Unfairness, Reconstructed
61 Pages Posted: 14 Aug 2023 Last revised: 28 Feb 2024
Date Written: January 31, 2024
Abstract
A paradigm shift is afoot in consumer protection. For four decades, a bipartisan bloc of bureaucrats has seen the purpose of consumer protection as promoting informed consumer choice or “consumer sovereignty.” The idea was that informed consumers in competitive markets would protect themselves merely by choosing between sellers. Ensuring access to information would then shore up markets’ self-correcting tendencies without requiring moral judgment. In accordance with this vision, the Federal Trade Commission applied a light touch: prioritizing piecemeal enforcement actions over sector-wide regulation, fly-by-night schemes over big businesses’ abuses, and disclosures over any other remedy. Doctrinally, the Commission almost exclusively used its power to root out deceptive practices while neglecting its authority over unfair practices.
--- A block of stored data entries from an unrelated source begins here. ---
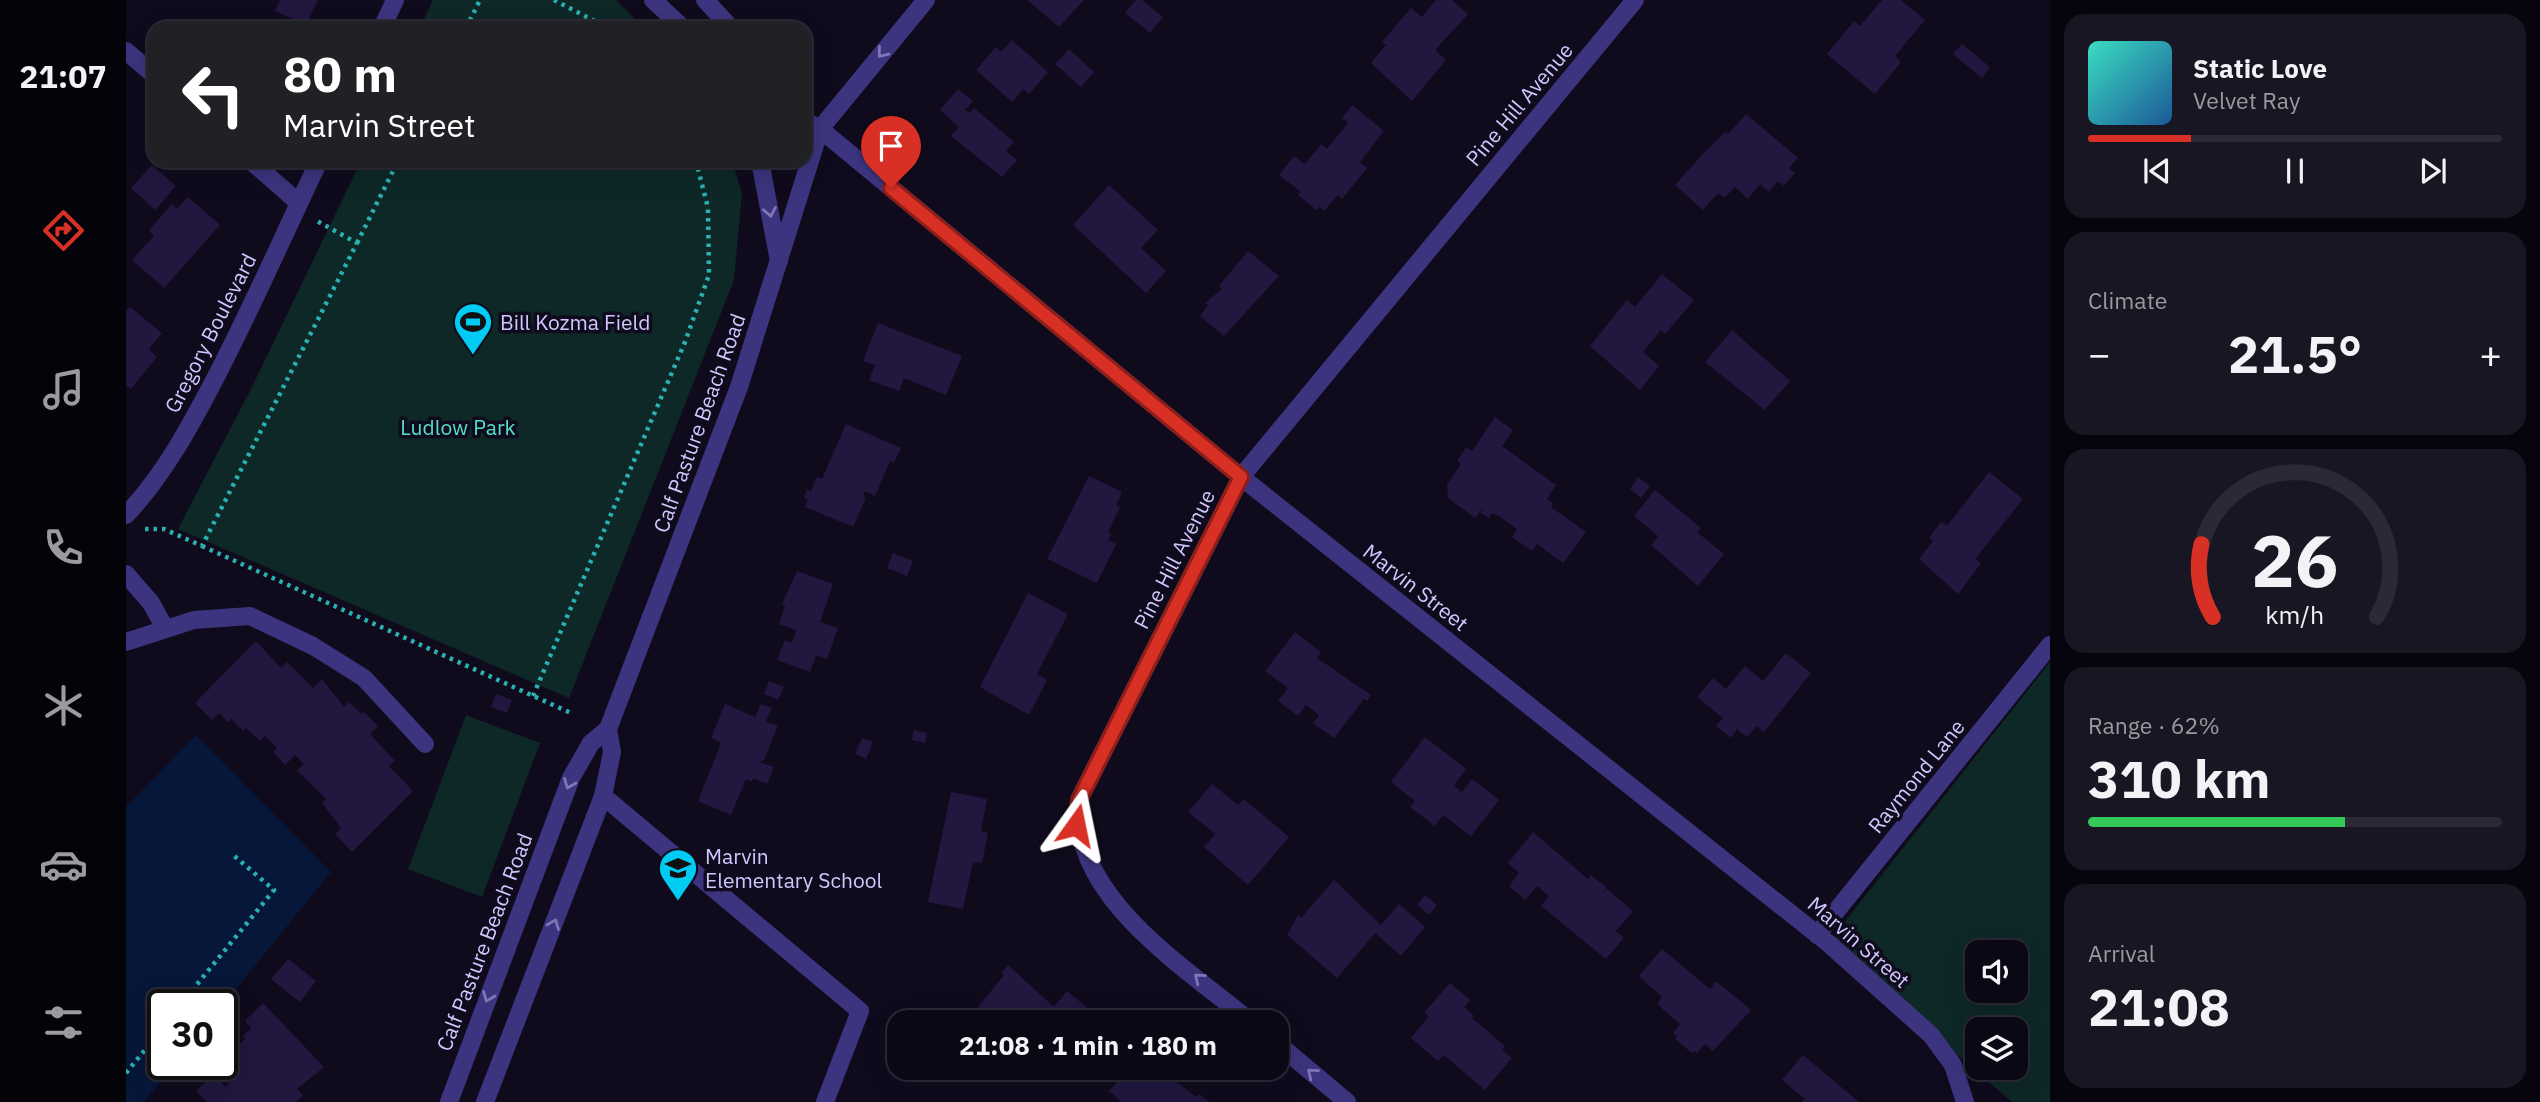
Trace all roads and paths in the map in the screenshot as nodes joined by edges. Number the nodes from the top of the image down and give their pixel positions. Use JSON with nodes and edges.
{"nodes":[{"id":1,"x":395,"y":0,"type":"edge"},
{"id":2,"x":480,"y":0,"type":"edge"},
{"id":3,"x":554,"y":0,"type":"edge"},
{"id":4,"x":653,"y":0,"type":"edge"},
{"id":5,"x":705,"y":0,"type":"edge"},
{"id":6,"x":926,"y":0,"type":"edge"},
{"id":7,"x":1634,"y":0,"type":"edge"},
{"id":8,"x":385,"y":21,"type":"edge"},
{"id":9,"x":470,"y":21,"type":"edge"},
{"id":10,"x":594,"y":21,"type":"edge"},
{"id":11,"x":675,"y":21,"type":"edge"},
{"id":12,"x":724,"y":21,"type":"edge"},
{"id":13,"x":126,"y":51,"type":"edge"},
{"id":14,"x":147,"y":69,"type":"edge"},
{"id":15,"x":813,"y":125,"type":"edge"},
{"id":16,"x":259,"y":168,"type":"edge"},
{"id":17,"x":316,"y":168,"type":"edge"},
{"id":18,"x":394,"y":168,"type":"edge"},
{"id":19,"x":698,"y":168,"type":"edge"},
{"id":20,"x":761,"y":168,"type":"edge"},
{"id":21,"x":803,"y":168,"type":"edge"},
{"id":22,"x":299,"y":203,"type":"junction"},
{"id":23,"x":357,"y":243,"type":"junction"},
{"id":24,"x":780,"y":262,"type":"junction"},
{"id":25,"x":1241,"y":477,"type":"junction"},
{"id":26,"x":126,"y":515,"type":"edge"},
{"id":27,"x":139,"y":529,"type":"dead end"},
{"id":28,"x":202,"y":546,"type":"junction"},
{"id":29,"x":126,"y":574,"type":"edge"},
{"id":30,"x":165,"y":628,"type":"junction"},
{"id":31,"x":126,"y":642,"type":"edge"},
{"id":32,"x":2050,"y":645,"type":"edge"},
{"id":33,"x":533,"y":696,"type":"junction"},
{"id":34,"x":570,"y":713,"type":"dead end"},
{"id":35,"x":608,"y":729,"type":"junction"},
{"id":36,"x":425,"y":744,"type":"dead end"},
{"id":37,"x":603,"y":796,"type":"junction"},
{"id":38,"x":232,"y":854,"type":"dead end"},
{"id":39,"x":1818,"y":935,"type":"junction"},
{"id":40,"x":193,"y":989,"type":"edge"},
{"id":41,"x":1237,"y":1010,"type":"edge"},
{"id":42,"x":147,"y":1047,"type":"edge"},
{"id":43,"x":1289,"y":1053,"type":"edge"},
{"id":44,"x":126,"y":1073,"type":"edge"},
{"id":45,"x":1964,"y":1098,"type":"edge"},
{"id":46,"x":449,"y":1102,"type":"edge"},
{"id":47,"x":485,"y":1102,"type":"edge"},
{"id":48,"x":825,"y":1102,"type":"edge"},
{"id":49,"x":1347,"y":1102,"type":"edge"}],
"edges":[{"from":1,"to":8,"type":"street"},
{"from":2,"to":9,"type":"path"},
{"from":3,"to":10,"type":"path"},
{"from":4,"to":11,"type":"street"},
{"from":5,"to":12,"type":"street"},
{"from":6,"to":15,"type":"street","one_way":true},
{"from":7,"to":25,"type":"street","name":"Pine Hill Avenue"},
{"from":13,"to":14,"type":"street"},
{"from":15,"to":25,"type":"street","name":"Marvin Street"},
{"from":16,"to":22,"type":"street"},
{"from":17,"to":22,"type":"street","name":"Gregory Boulevard"},
{"from":18,"to":23,"type":"path"},
{"from":19,"to":33,"type":"path"},
{"from":20,"to":24,"type":"street","one_way":true},
{"from":21,"to":24,"type":"street","name":"Calf Pasture Beach Road"},
{"from":22,"to":23,"type":"path"},
{"from":22,"to":26,"type":"street","name":"Gregory Boulevard"},
{"from":23,"to":28,"type":"path"},
{"from":24,"to":35,"type":"street","name":"Calf Pasture Beach Road"},
{"from":25,"to":39,"type":"street","name":"Marvin Street"},
{"from":41,"to":25,"type":"street","name":"Pine Hill Avenue","one_way":true},
{"from":27,"to":28,"type":"path"},
{"from":28,"to":33,"type":"path"},
{"from":29,"to":30,"type":"street"},
{"from":30,"to":31,"type":"street"},
{"from":30,"to":36,"type":"street"},
{"from":32,"to":39,"type":"street","name":"Raymond Lane"},
{"from":33,"to":34,"type":"path"},
{"from":35,"to":37,"type":"street","name":"Calf Pasture Beach Road"},
{"from":35,"to":46,"type":"street","name":"Calf Pasture Beach Road","one_way":true},
{"from":47,"to":37,"type":"street","name":"Calf Pasture Beach Road","one_way":true},
{"from":37,"to":48,"type":"street"},
{"from":38,"to":40,"type":"path"},
{"from":39,"to":45,"type":"street","name":"Marvin Street"},
{"from":42,"to":44,"type":"path"},
{"from":49,"to":43,"type":"street","one_way":true}]}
In the past few years, by contrast, the Commission—now joined by the Consumer Financial Protection Bureau—has prioritized sector-wide regulation, enforcement sweeps, and strategic cases against market leaders. It has made ample use of its unfair practices authority to create new rules for add-on fees, manipulative online interfaces, corporate surveillance, unequal treatment, worker misclassification. It has shifted its preferred remedies from disclosure and education to prohibitions and mandates. And it has justified its actions not in terms of informed choice or efficiency but in terms of values like protecting the vulnerable, preventing harassment, preserving privacy, and correcting for unjust inequalities.
This Article situates the shift both historically and theoretically. Historically, it argues that consumer sovereignty lost ground after the Global Financial Crisis and with controversies over Big Tech. Theoretically, it argues that the consumer sovereignty framework relied on a problematic commitment to an unattainable market ideal and that the paradigm that is emerging in its place is properly committed to correcting for power asymmetries in irredeemably imperfect markets. I call the new paradigm an “anti-domination framework” and defend it.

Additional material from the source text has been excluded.